As the movie moves forward, with it's thrilling cinematography and explanations of how to make and map dreams, the emotional life of Cobb moves forward center, and the love story between Cobb and his dead wife Mal becomes intertwined inexorably with the big dream invasion they plan: hired by a mega millionaire to invade his rival's dream and do what is thought impossible, to not only invade a person's dream, but to plant an idea in the deepest recesses of the mind. In exchange, the CEO promises Cobb a safe return back to the U.S. and his children.
In an quote from a premiere Leo Decaprio said of this film, This is an interesting movie, because I really believe people can extract what they want from this film and interpret that in a lot of different ways. I interpreted the movie very personally as it continued; his dead wife's pleas for him to join her ( in his dream ) and his eventual revelation of what happened to his wife moved me to the point of tears based on that interpretation. The meaning of a life lived on different planes of reality, when one does not or cannot differentiate between reality and fantasy spoke loudly to me as a metaphor for mental illness or damage and death- the great losses that can occur when those we love slide away from us, no matter the greatness or depth of love- into a world of their own making or simply a world we are unsure exists: after death. The excruciating pain of such losses, our inability to let go, to accept the loss in our day to day life and the consequences of that inability, is reflected in this movie beautifully between Cobb and Mal, and gives the movie it's emotional backbone and resonance. The movie beautifully utilizes repetition, shorthand and phrasing to build emotional intensity and meaning.

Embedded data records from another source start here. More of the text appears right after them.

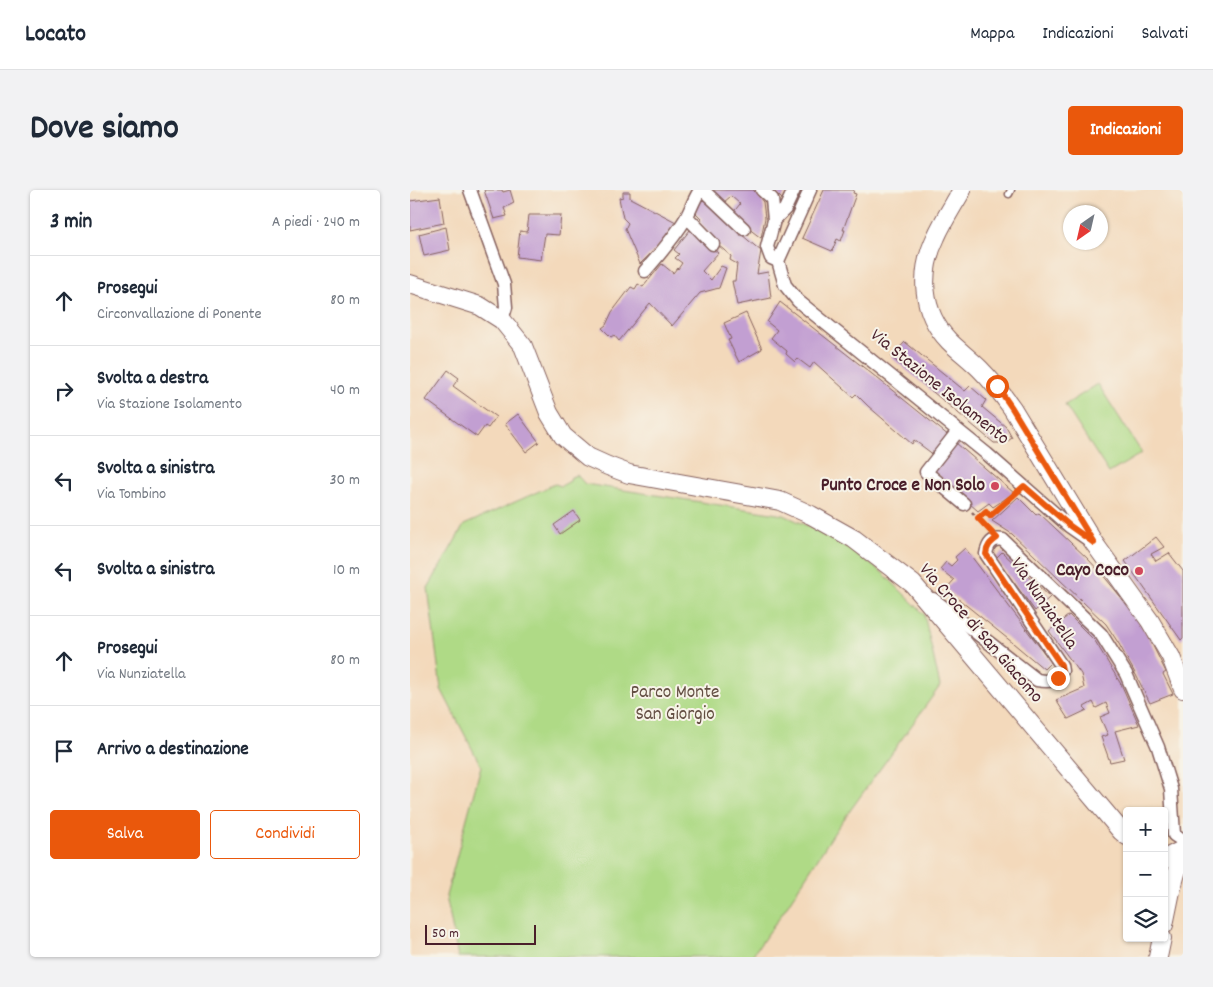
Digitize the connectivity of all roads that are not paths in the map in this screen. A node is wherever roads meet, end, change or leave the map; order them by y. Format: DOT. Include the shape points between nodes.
graph roads {
  1 [pos="470,190"];
  2 [pos="762,190"];
  3 [pos="794,190"];
  4 [pos="810,190"];
  5 [pos="962,190"];
  6 [pos="697,191"];
  7 [pos="687,217"];
  8 [pos="774,220"];
  9 [pos="744,229"];
  10 [pos="713,244"];
  11 [pos="778,261"];
  12 [pos="645,271"];
  13 [pos="410,284"];
  14 [pos="502,320"];
  15 [pos="958,430"];
  16 [pos="964,504"];
  17 [pos="1094,543"];
  18 [pos="913,584"];
  19 [pos="1171,657"];
  20 [pos="1183,672"];
  21 [pos="1183,689"];
  22 [pos="1123,835"];
  23 [pos="1183,841"];
  24 [pos="1183,849"];
  25 [pos="1168,857"];
  26 [pos="1168,891"];
  27 [pos="1153,942"];
  28 [pos="1161,942"];
  29 [pos="1156,957"];
  1 -- 14 [label="street" via="504,284 506,307"];
  2 -- 8 [label="street" via="772,199"];
  3 -- 8 [label="street" via="785,209"];
  4 -- 11 [label="street"];
  5 -- 17 [label="main road" via="935,238 928,260 925,278 930,311 948,339 997,386"];
  6 -- 7 [label="street"];
  6 -- 9 [label="street"];
  7 -- 10 [label="street"];
  7 -- 12 [label="street" via="670,243"];
  8 -- 11 [label="street, Via Stazione Isolamento" via="767,247 771,258"];
  11 -- 15 [label="street, Via Stazione Isolamento" via="785,285 798,301"];
  13 -- 14 [label="main road, Via Croce di San Giacomo" via="480,306"];
  14 -- 18 [label="main road, Via Croce di San Giacomo" via="523,346 549,413 563,436 588,457 630,474 780,501 854,539"];
  15 -- 16 [label="street" via="926,472"];
  15 -- 17 [label="street, Via Stazione Isolamento"];
  17 -- 19 [label="main road, Via Stazione Isolamento" via="1150,620"];
  18 -- 22 [label="main road, Via Croce di San Giacomo"];
  18 -- 23 [label="street, Via Nunziatella" via="1037,680 1048,682 1058,678 1061,665 986,554 992,541 997,538 1003,540 1101,634 1126,674 1158,747 1171,789 1174,835"];
  19 -- 20 [label="street"];
  19 -- 21 [label="main road, Via Stazione Isolamento"];
  24 -- 25 [label="main road"];
  24 -- 26 [label="main road"];
  27 -- 29 [label="main road"];
  28 -- 29 [label="main road"];
}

As Mal repeats throughout the movie in a haunting foreshadow: You're waiting for a train. A train that will take you far away. You know where you hope the train will take you, But you cannot be sure. But it doesn't matter, because we'll be together. What this means when you go together to somewhere outside of reality, a place that could be drug addiction, mental illness or death -but in this movie is dreamland- is a question that weighed heavily on my mind at the end of the movie.
Ellen Page's character, Ariadne, was the only weak link in the film and not the fault of bad acting but instead because her character was created to explain the movie to the audience as it continues and becomes more complex. Because she was created to ask questions of the main character, some kind of bond was attempted to be forced between her and Cobb that never comes through as believable. She spends the movie following him saying things like Now whose subconscious are we going into? while I would have rather been confused and had questions answered in repeat viewings. The chemistry between Marilyn Cotillard and Leo Decaprio is marvelous, adult intensity, heart and mind meeting an equal- both wonderful actors.
Not only is this film visually thrilling and intellectually stimulating, it asks without answer questions rarely touched on in mainstream art: What is reality, and after we think we have an answer makes us ask again... Are you sure?